Cerebral cavernous malformation (CCM) is prone to recurring microhemorrhage, which can lead to drug-resistant epilepsy. Surgical resection is the first choice to control seizures for CCM-associated epilepsy. At present, removal of resection-related tissue only depends on cautious visual identification of CCM lesions and perilesional yellowish hemosiderin rim by the neurosurgeon. Inspired by the resection requirements, we proposed quantitative multiphoton microscopy (qMPM) for a histopathology-level diagnostic paradigm to assist clinicians in precisely complete resection. A total of 35 sections specimens collected from 12 patients with the CCM-related epilepsy were included in this study. First, qMPM utilized a label-free multi-channel selective detection to image the histopathological features based on the spectral characteristics of CCM tissues. Then, qMPM developed three customized algorithms to provide quantitative information, a vascular patterns classifier based on linear support vector machine, visualization of microhemorrhage regions based on hemosiderin-related parameters, and the CCM-oriented virtual staining generative adversarial network (CCM-stainGAN) was constructed to generate two types of virtual staining. Focused on CCM lesion and perilesional regions, qMPM imaged malformed vascular patterns and micron-scale hemosiderin-related products. Four vascular patterns were automatically identified by the classifier with an area under the receiver operating characteristic curve of 0.97. Moreover, qMPM mapped different degrees of hemorrhage regions onto fresh tissue while providing three quantitative hemosiderin-related indicators. Besides, qMPM realized virtual staining by the CCM-stainGAN with 98.8% diagnostic accuracy of CCM histopathological features in blind analysis. Finally, we provided pathologists and surgeons with the qMPM-based CCM histopathological diagnostic guidelines for a more definitive intraoperative or postoperative diagnosis. qMPM can provide decision-making supports for histopathological diagnosis, and resection guidance of CCM from the perspectives of high-resolution precision detection and automated quantitative assessment. Our work will promote the development of MPM diagnostic instruments and enable more optical diagnostic applications for epilepsy.

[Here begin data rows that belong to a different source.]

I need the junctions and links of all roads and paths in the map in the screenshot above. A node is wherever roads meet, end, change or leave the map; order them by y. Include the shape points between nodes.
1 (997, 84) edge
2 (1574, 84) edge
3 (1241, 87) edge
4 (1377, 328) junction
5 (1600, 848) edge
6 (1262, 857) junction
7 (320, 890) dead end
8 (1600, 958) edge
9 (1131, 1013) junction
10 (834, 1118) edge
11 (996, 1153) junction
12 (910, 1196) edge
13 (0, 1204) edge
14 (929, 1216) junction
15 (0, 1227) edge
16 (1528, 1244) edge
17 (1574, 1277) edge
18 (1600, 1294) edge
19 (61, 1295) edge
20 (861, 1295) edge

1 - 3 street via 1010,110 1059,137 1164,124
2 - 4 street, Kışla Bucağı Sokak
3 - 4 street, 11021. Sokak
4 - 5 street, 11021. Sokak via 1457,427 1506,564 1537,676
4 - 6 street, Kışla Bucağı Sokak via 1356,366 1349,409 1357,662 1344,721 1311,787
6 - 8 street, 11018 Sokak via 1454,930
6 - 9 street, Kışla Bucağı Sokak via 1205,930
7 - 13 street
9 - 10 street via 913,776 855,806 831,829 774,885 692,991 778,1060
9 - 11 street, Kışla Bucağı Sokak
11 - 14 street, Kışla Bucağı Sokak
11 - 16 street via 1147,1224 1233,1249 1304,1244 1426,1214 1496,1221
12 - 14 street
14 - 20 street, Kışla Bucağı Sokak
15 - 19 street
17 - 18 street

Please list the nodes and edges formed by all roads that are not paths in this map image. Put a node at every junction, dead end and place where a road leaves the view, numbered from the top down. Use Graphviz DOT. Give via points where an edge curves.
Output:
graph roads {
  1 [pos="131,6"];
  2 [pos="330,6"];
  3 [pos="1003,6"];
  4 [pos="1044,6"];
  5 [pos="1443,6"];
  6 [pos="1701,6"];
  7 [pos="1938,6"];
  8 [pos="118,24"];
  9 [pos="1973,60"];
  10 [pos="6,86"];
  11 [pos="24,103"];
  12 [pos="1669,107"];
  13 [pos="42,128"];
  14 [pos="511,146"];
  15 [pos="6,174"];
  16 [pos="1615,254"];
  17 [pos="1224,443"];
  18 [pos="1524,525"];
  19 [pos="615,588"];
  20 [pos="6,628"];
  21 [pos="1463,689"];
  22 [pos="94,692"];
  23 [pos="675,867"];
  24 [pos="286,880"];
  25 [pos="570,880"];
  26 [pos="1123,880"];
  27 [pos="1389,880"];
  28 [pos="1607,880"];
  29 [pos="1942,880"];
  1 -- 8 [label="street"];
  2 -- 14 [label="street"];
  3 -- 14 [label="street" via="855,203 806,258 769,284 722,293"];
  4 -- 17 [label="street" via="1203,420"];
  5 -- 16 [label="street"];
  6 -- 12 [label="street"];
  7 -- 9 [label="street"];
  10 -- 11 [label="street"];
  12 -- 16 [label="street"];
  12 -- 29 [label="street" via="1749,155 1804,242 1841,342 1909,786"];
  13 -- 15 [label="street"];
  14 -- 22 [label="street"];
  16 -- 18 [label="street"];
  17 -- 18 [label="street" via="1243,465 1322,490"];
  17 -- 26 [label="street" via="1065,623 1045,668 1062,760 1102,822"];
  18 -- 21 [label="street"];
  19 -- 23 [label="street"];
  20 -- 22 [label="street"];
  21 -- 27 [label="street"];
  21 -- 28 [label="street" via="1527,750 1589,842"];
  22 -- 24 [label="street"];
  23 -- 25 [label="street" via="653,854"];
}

脑内海绵状血管畸形(CCM)易发生反复微出血,导致耐药性癫痫。手术切除是 CCM 相关癫痫控制发作的首选方法。目前,切除相关组织仅依赖于神经外科医生对 CCM 病变和病变周围黄染含铁血黄素环的谨慎视觉识别。受切除要求的启发,我们提出了定量多光子显微镜(qMPM),用于建立一种组织病理学水平的诊断范式,以协助临床医生精确地完成完全切除。本研究共纳入 12 例 CCM 相关癫痫患者的 35 个切片标本。首先,qMPM 利用无标记多通道选择性检测,根据 CCM 组织的光谱特征对组织病理学特征进行成像。然后,qMPM 开发了三种定制算法来提供定量信息,一种基于线性支持向量机的血管模式分类器,基于铁相关参数的微出血区域可视化,以及面向 CCM 的虚拟染色生成对抗网络(CCM-stainGAN),用于生成两种类型的虚拟染色。qMPM 聚焦于 CCM 病变和病变周围区域,对畸形血管模式和微米级铁相关产物进行成像。分类器自动识别了四种血管模式,其受试者工作特征曲线下面积为 0.97。此外,qMPM 将不同程度的出血区域映射到新鲜组织上,同时提供了三个铁相关的定量指标。此外,qMPM 通过 CCM-stainGAN 实现了虚拟染色,在盲法分析中对 CCM 组织病理学特征的诊断准确率为 98.8%。最后,我们为病理学家和外科医生提供了基于 qMPM 的 CCM 组织病理学诊断指南,以实现更明确的术中或术后诊断。qMPM 可以从高分辨率精确检测和自动定量评估的角度为 CCM 的组织病理学诊断和切除提供决策支持。我们的工作将促进 MPM 诊断仪器的发展,并为癫痫的更多光学诊断应用提供可能。